INFORMATION PROVIDED:
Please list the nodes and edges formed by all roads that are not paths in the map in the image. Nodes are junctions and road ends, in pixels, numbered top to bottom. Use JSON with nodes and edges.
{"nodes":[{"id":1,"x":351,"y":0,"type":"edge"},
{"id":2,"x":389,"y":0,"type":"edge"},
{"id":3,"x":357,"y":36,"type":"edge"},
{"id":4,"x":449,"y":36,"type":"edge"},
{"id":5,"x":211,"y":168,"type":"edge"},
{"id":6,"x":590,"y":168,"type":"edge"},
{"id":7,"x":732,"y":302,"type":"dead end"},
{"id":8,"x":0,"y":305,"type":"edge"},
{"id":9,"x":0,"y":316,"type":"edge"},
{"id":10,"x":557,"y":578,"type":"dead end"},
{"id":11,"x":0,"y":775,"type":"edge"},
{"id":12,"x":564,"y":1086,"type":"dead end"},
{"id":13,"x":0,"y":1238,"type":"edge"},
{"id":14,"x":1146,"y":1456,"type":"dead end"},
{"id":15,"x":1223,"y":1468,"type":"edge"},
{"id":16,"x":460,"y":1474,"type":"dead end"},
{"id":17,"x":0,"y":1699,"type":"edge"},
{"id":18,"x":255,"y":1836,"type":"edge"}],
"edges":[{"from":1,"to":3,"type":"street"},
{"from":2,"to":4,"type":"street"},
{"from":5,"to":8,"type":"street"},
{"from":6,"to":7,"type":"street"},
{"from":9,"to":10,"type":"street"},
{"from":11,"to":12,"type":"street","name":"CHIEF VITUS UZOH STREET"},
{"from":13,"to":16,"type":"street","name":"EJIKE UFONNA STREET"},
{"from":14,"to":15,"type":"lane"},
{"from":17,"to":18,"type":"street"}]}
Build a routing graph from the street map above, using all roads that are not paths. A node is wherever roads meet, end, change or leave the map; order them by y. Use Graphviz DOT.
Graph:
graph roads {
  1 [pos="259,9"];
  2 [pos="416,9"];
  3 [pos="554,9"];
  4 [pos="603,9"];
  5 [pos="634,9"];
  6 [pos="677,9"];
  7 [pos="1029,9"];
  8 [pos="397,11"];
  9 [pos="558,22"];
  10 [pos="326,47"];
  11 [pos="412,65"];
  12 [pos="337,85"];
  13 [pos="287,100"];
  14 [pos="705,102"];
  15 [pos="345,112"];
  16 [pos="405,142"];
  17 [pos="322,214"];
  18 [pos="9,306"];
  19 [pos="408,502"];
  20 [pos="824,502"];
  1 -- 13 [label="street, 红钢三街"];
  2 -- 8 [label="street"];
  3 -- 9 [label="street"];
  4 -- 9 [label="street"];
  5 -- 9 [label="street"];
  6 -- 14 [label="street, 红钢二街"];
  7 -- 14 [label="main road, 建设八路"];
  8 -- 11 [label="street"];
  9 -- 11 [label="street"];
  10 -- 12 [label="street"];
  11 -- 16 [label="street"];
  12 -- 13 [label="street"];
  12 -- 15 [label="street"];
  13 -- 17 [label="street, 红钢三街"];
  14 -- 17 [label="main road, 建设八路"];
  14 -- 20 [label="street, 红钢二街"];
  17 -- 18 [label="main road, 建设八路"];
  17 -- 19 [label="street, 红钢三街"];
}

TASK BRIEF:
Set down exactly the lines above, from the one containing "Build a routing" to the final line of the material, with both ends kept and no other lines.

RESULT:
Build a routing graph from the street map above, using all roads that are not paths. A node is wherever roads meet, end, change or leave the map; order them by y. Use Graphviz DOT.
Graph:
graph roads {
  1 [pos="259,9"];
  2 [pos="416,9"];
  3 [pos="554,9"];
  4 [pos="603,9"];
  5 [pos="634,9"];
  6 [pos="677,9"];
  7 [pos="1029,9"];
  8 [pos="397,11"];
  9 [pos="558,22"];
  10 [pos="326,47"];
  11 [pos="412,65"];
  12 [pos="337,85"];
  13 [pos="287,100"];
  14 [pos="705,102"];
  15 [pos="345,112"];
  16 [pos="405,142"];
  17 [pos="322,214"];
  18 [pos="9,306"];
  19 [pos="408,502"];
  20 [pos="824,502"];
  1 -- 13 [label="street, 红钢三街"];
  2 -- 8 [label="street"];
  3 -- 9 [label="street"];
  4 -- 9 [label="street"];
  5 -- 9 [label="street"];
  6 -- 14 [label="street, 红钢二街"];
  7 -- 14 [label="main road, 建设八路"];
  8 -- 11 [label="street"];
  9 -- 11 [label="street"];
  10 -- 12 [label="street"];
  11 -- 16 [label="street"];
  12 -- 13 [label="street"];
  12 -- 15 [label="street"];
  13 -- 17 [label="street, 红钢三街"];
  14 -- 17 [label="main road, 建设八路"];
  14 -- 20 [label="street, 红钢二街"];
  17 -- 18 [label="main road, 建设八路"];
  17 -- 19 [label="street, 红钢三街"];
}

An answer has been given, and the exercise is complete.